3. The method for assessing corrosion of angle steel in transmission line towers based on image segmentation according to claim 2, characterized in that, The cross-scale feature interaction process includes: The deep feature map from the first branch is upsampled by 2 times, and after matching its spatial size with the shallow feature map from the second branch, they are stitched together in the channel dimension. The concatenated feature map is input into a spatial attention submodule. Two single-channel feature maps are obtained by global average pooling and global max pooling along the channel dimension. After concatenation, a spatial weight map is generated by a 7×7 convolutional layer, and the weight values ​​are normalized using the Sigmoid function. The normalized weight map is multiplied element-wise with the shallow feature map, and then added to the deep feature map to obtain the output.

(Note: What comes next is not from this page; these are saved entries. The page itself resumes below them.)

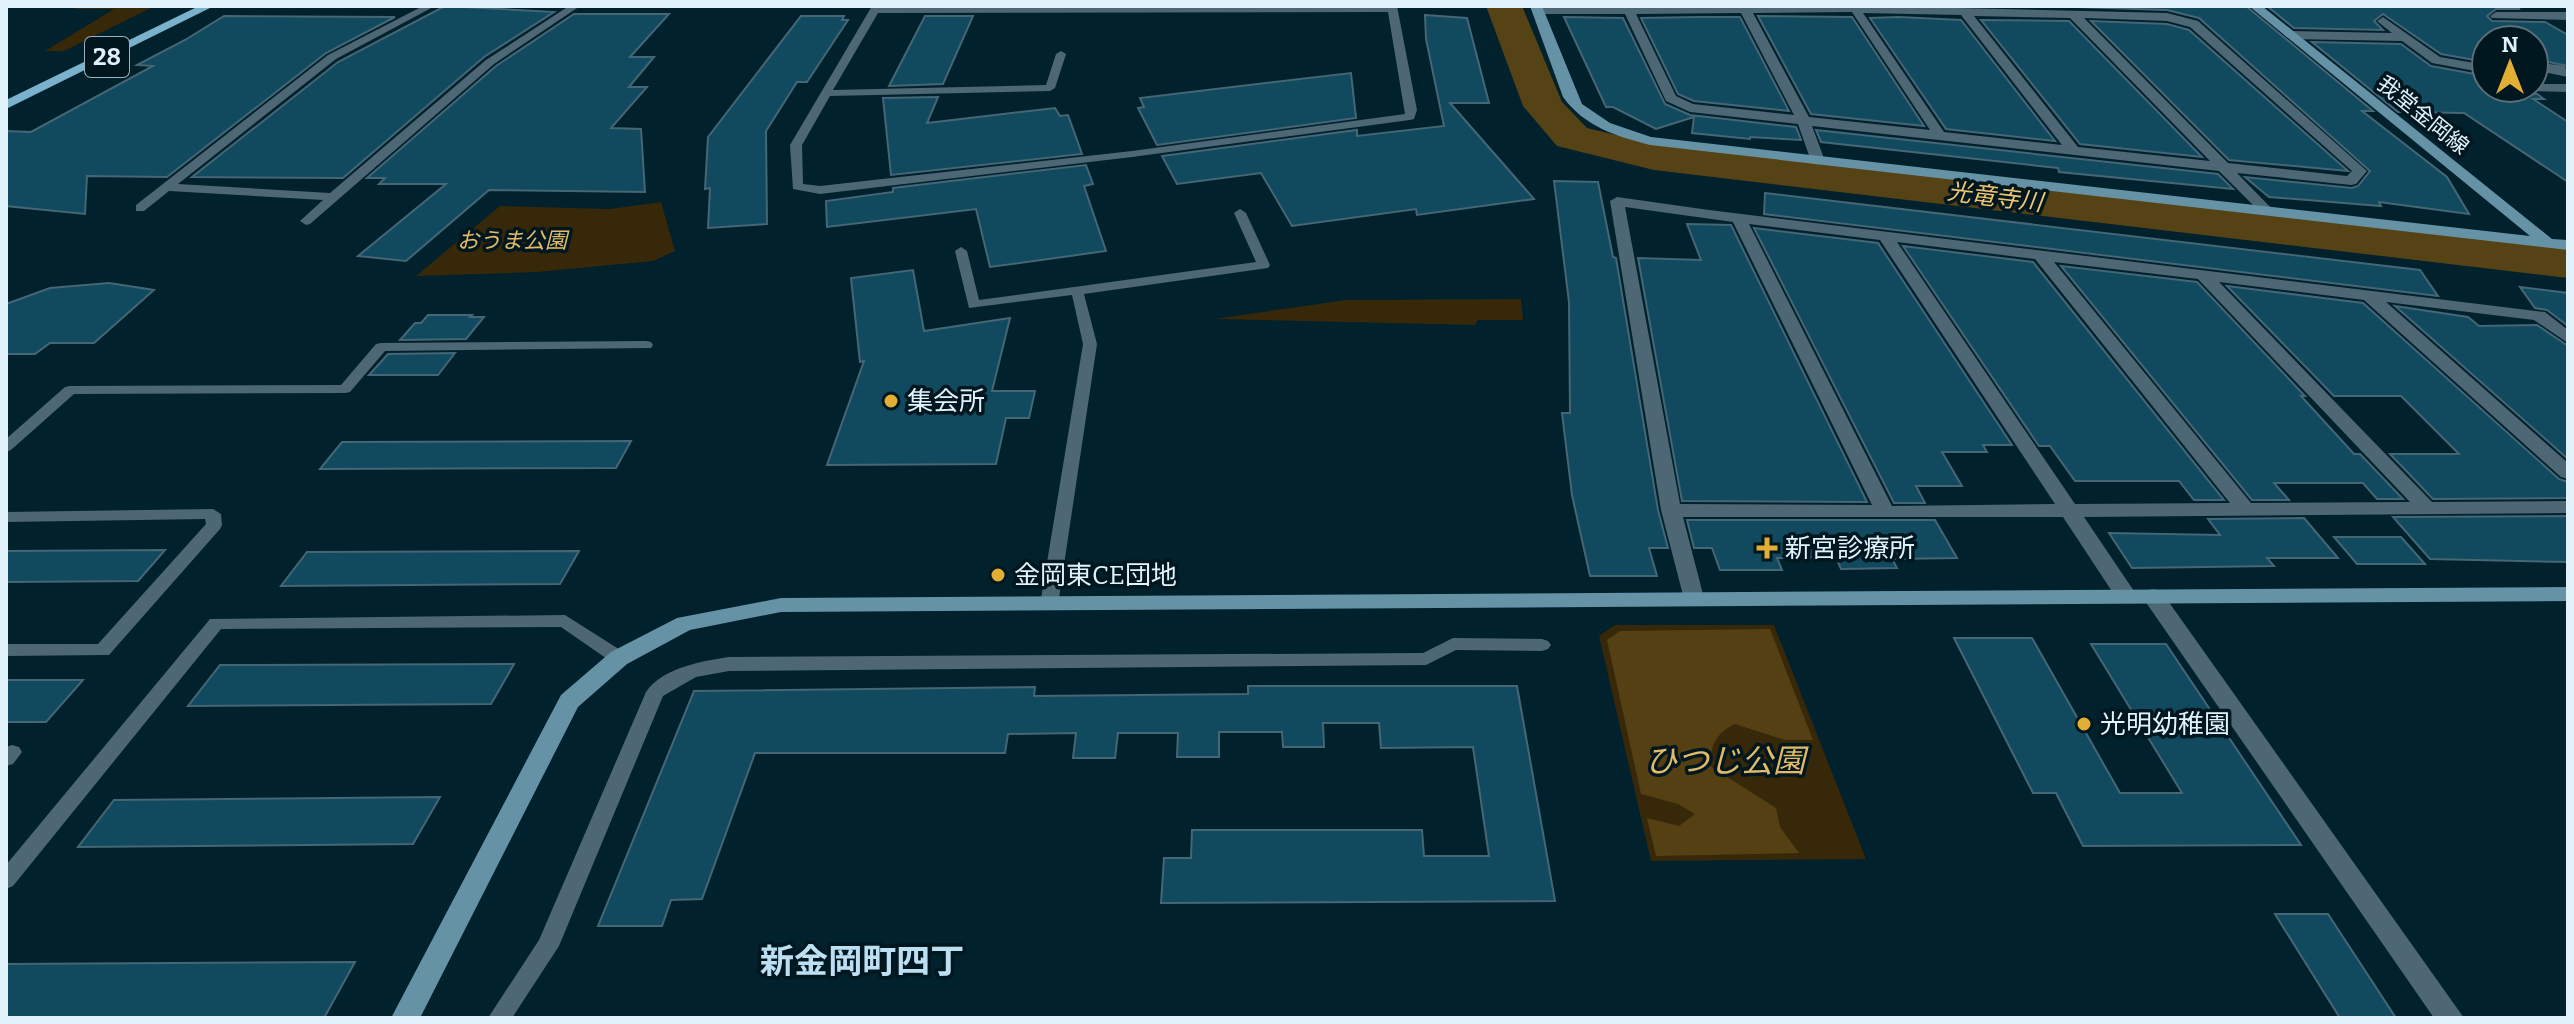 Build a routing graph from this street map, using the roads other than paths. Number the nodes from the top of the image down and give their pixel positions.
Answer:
1 (181, 6) edge
2 (208, 6) edge
3 (430, 6) edge
4 (575, 6) edge
5 (2094, 6) edge
6 (2255, 6) edge
7 (876, 8) edge
8 (1392, 8) edge
9 (1537, 8) edge
10 (1854, 8) edge
11 (1629, 11) junction
12 (1746, 11) junction
13 (1964, 11) junction
14 (2074, 15) junction
15 (2106, 16) junction
16 (2496, 16) dead end
17 (2568, 16) edge
18 (2383, 21) dead end
19 (2290, 35) junction
20 (2405, 37) junction
21 (1061, 54) dead end
22 (2470, 66) edge
23 (827, 93) junction
24 (2550, 93) edge
25 (6, 94) edge
26 (2568, 102) edge
27 (6, 105) edge
28 (1804, 121) junction
29 (1939, 134) junction
30 (2073, 150) junction
31 (1818, 161) junction
32 (2220, 166) junction
33 (167, 187) junction
34 (333, 197) junction
35 (140, 208) dead end
36 (2267, 211) junction
37 (1240, 213) dead end
38 (1739, 219) junction
39 (306, 221) dead end
40 (1884, 235) junction
41 (2548, 243) junction
42 (2568, 245) edge
43 (961, 251) dead end
44 (2040, 255) junction
45 (2203, 275) junction
46 (1077, 291) junction
47 (2367, 294) junction
48 (2568, 338) edge
49 (646, 345) dead end
50 (6, 447) edge
51 (2568, 473) edge
52 (2568, 507) edge
53 (2427, 508) junction
54 (2245, 509) junction
55 (1671, 510) junction
56 (2067, 510) junction
57 (1885, 512) junction
58 (6, 517) edge
59 (2568, 594) edge
60 (2153, 596) junction
61 (2127, 597) junction
62 (1693, 598) junction
63 (1049, 605) junction
64 (1542, 645) dead end
65 (6, 650) edge
66 (619, 658) junction
67 (6, 880) edge
68 (405, 1018) edge
69 (499, 1018) edge
70 (2450, 1018) edge

1 - 25 main road, 28
2 - 27 main road, 28
3 - 33 lane
4 - 34 lane
5 - 15 street
6 - 19 street, 我堂金岡線
7 - 8 lane
7 - 23 lane
8 - 23 lane
9 - 11 street
9 - 31 street
10 - 12 street
10 - 13 street
10 - 29 street
11 - 12 street
11 - 28 street
12 - 28 street
13 - 14 street
13 - 30 street
14 - 15 street
14 - 32 street
15 - 32 street
16 - 17 street
18 - 20 street
19 - 20 street
19 - 41 street, 我堂金岡線
20 - 22 street
21 - 23 lane
24 - 26 street
28 - 29 street
28 - 31 street
29 - 30 street
30 - 32 street
31 - 36 street
32 - 36 street
33 - 34 lane
33 - 35 lane
34 - 39 lane
36 - 41 street
37 - 46 lane
38 - 40 street
38 - 55 street
38 - 57 street
40 - 44 street
40 - 56 street
41 - 42 street
43 - 46 lane
44 - 45 street
44 - 54 street
45 - 47 street
45 - 53 street
46 - 63 lane
47 - 48 street
47 - 51 street
49 - 50 lane
52 - 53 street
53 - 54 street
54 - 56 street
55 - 57 street
55 - 62 street
56 - 57 street
56 - 61 street
58 - 65 lane
59 - 60 street
60 - 61 street
60 - 70 street
61 - 62 street
62 - 63 street
63 - 66 street
64 - 69 lane
66 - 67 lane
66 - 68 street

4. The method for assessing corrosion of angle steel in transmission line towers based on image segmentation according to claim 1, characterized in that, In B2: The generator of the conditional generative adversarial network takes a normal angle steel image and a randomly generated erosion region mask as conditional inputs, and adopts a U-Net structure; The discriminator uses a PatchGAN structure to distinguish between real and fake local regions of an image.

5. The method for assessing corrosion of angle steel in transmission line towers based on image segmentation according to claim 4, characterized in that, The multi-scale perceptual loss is calculated using a pre-trained VGG-19 network as a fixed feature extractor. Feature maps of three selected feature layers—middle, upper-middle, and deep—are extracted respectively. The mean square error of the generated image and the real erosion image on each feature map is calculated, and the results are weighted and summed according to preset weights to obtain the multi-scale perceptual loss value.

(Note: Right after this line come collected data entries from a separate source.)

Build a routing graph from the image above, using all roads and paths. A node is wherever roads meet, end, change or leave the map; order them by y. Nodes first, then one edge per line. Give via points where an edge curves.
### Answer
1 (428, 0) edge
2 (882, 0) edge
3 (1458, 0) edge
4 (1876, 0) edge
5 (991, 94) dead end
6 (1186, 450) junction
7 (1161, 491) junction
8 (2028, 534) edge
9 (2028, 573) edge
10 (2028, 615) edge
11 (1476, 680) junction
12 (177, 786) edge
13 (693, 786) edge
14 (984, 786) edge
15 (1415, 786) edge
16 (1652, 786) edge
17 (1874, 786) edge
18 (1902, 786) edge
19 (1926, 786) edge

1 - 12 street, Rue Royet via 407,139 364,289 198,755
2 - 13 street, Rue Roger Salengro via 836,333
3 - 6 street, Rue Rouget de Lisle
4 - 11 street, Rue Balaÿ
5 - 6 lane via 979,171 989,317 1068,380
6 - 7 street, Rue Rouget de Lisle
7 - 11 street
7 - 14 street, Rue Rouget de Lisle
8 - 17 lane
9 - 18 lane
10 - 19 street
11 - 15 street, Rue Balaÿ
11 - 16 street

6. The method for assessing corrosion of angle steel in transmission line towers based on image segmentation according to claim 5, characterized in that, The course learning strategy specifically includes three stages: In the first stage, the ratio of generated images to real images is 1:

3. The discriminator distinguishes between 64×64 pixel blocks. When the discrimination accuracy is below 60% for 10 consecutive training cycles, it enters the second stage. In the second stage, the mixing ratio is adjusted to 1:1, the discriminator input block size is adjusted to 128×128 pixels, and the third stage is entered when the discrimination accuracy is below 55% for 10 consecutive training cycles. In the third stage, the mixing ratio is adjusted to 3:1, the discriminator judges the scale of the entire image, and a historical image data fine-tuning generator is introduced.

7. The method for assessing corrosion of angle steel in transmission line towers based on image segmentation according to claim 1, characterized in that, In the weighted risk score: The risk factor of the location of the corrosion zone is predetermined based on the location of the angle steel component; The environmental severity factor is assigned a value based on the environmental type of the inspection area; The criteria for determining the remaining safety period are as follows: If the calculated result is greater than 10 years, it is considered low risk; if it is between 5 and 10 years, it is considered medium risk; and if it is less than or equal to 5 years, it is considered high risk.

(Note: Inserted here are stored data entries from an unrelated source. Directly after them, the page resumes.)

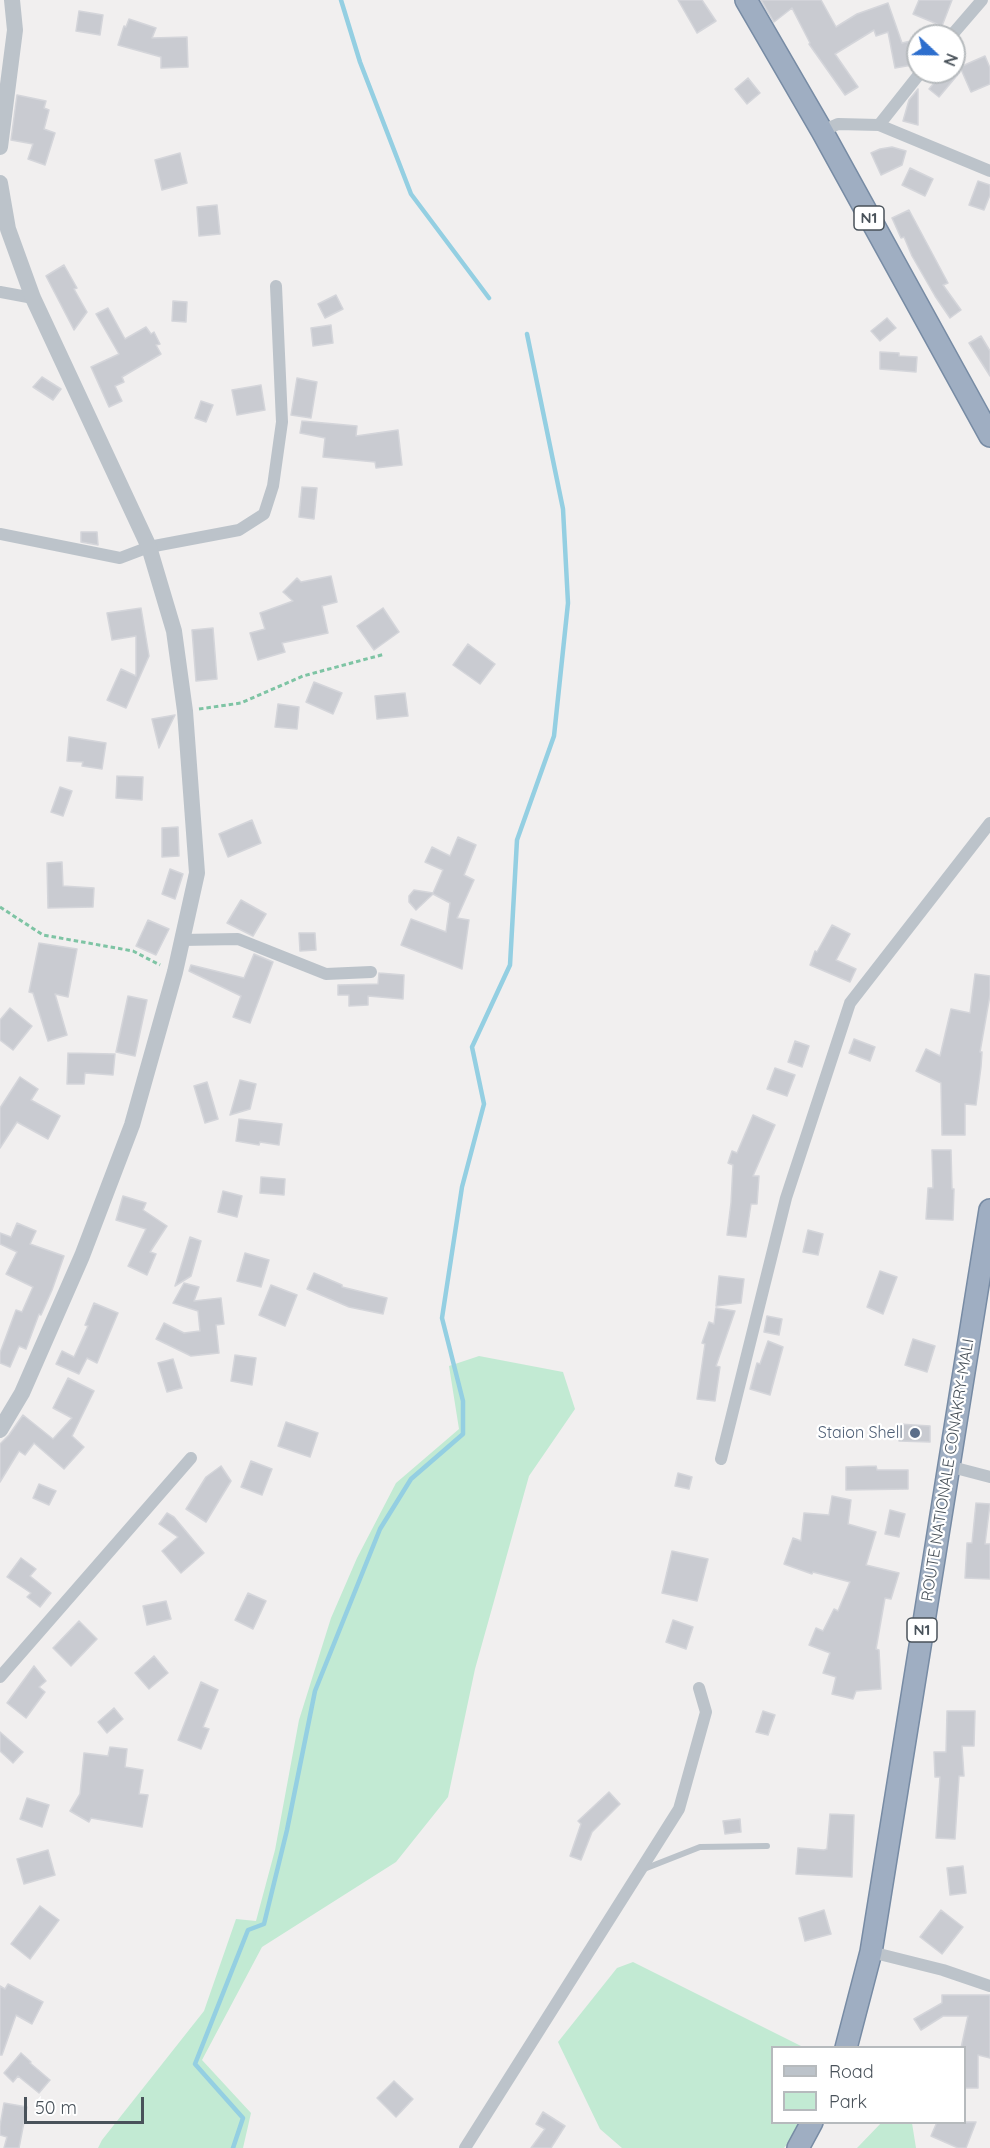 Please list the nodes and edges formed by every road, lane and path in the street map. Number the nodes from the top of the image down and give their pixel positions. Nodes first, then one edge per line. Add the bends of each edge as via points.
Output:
1 (12, 0) edge
2 (746, 0) edge
3 (982, 0) edge
4 (961, 24) edge
5 (911, 84) edge
6 (879, 125) junction
7 (822, 131) junction
8 (0, 147) edge
9 (990, 171) edge
10 (0, 183) edge
11 (276, 286) dead end
12 (0, 292) edge
13 (33, 298) junction
14 (990, 436) edge
15 (0, 534) edge
16 (149, 547) junction
17 (386, 654) dead end
18 (185, 711) junction
19 (990, 823) edge
20 (0, 907) edge
21 (182, 940) junction
22 (175, 972) junction
23 (371, 972) dead end
24 (990, 1210) edge
25 (0, 1430) edge
26 (191, 1458) dead end
27 (721, 1459) dead end
28 (948, 1466) junction
29 (990, 1477) edge
30 (0, 1677) edge
31 (699, 1688) dead end
32 (767, 1846) dead end
33 (640, 1870) junction
34 (871, 1952) junction
35 (990, 1986) edge
36 (847, 2046) edge
37 (811, 2124) edge
38 (465, 2148) edge
39 (798, 2148) edge

1 - 8 street via 15,30
2 - 7 highway, N1
3 - 4 street
5 - 6 street
6 - 7 street via 838,124
6 - 9 street
7 - 14 highway, N1
10 - 13 street via 8,229
11 - 16 street via 282,422 273,486 264,514 238,530
12 - 13 street
13 - 16 street
15 - 16 street via 120,558
16 - 18 street via 174,632
17 - 18 path via 303,676 241,703
18 - 21 street via 197,873
19 - 27 street via 850,1003 786,1198
20 - 22 path via 43,935 133,951
21 - 22 street
21 - 23 street via 238,939 326,974
22 - 25 street via 132,1125 82,1256 22,1393
24 - 28 highway, ROUTE NATIONALE CONAKRY-MALI / N1
26 - 30 street
28 - 29 street
28 - 34 highway, ROUTE NATIONALE CONAKRY-MALI / N1
31 - 33 street via 706,1712 679,1809
32 - 33 lane via 700,1847
33 - 38 street
34 - 35 street
34 - 36 highway, ROUTE NATIONALE CONAKRY-MALI / N1
37 - 39 highway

8. A system applied to the image segmentation-based corrosion assessment method for angle steel of transmission line towers according to any one of claims 1-7, characterized in that, Includes the following modules: The image segmentation module is used to perform the multi-scale adaptive segmentation step and output the segmentation mask of the eroded region; The data augmentation module is used to perform the sample augmentation and generation steps, and generate and output the augmented training samples; The corrosion feature extraction and analysis module is used to perform the corrosion quantification step and extract geometric and distribution features from the segmentation results. The risk assessment and prediction module is used to perform the risk assessment steps and output a quantitative risk score, expansion trend, and maintenance recommendations.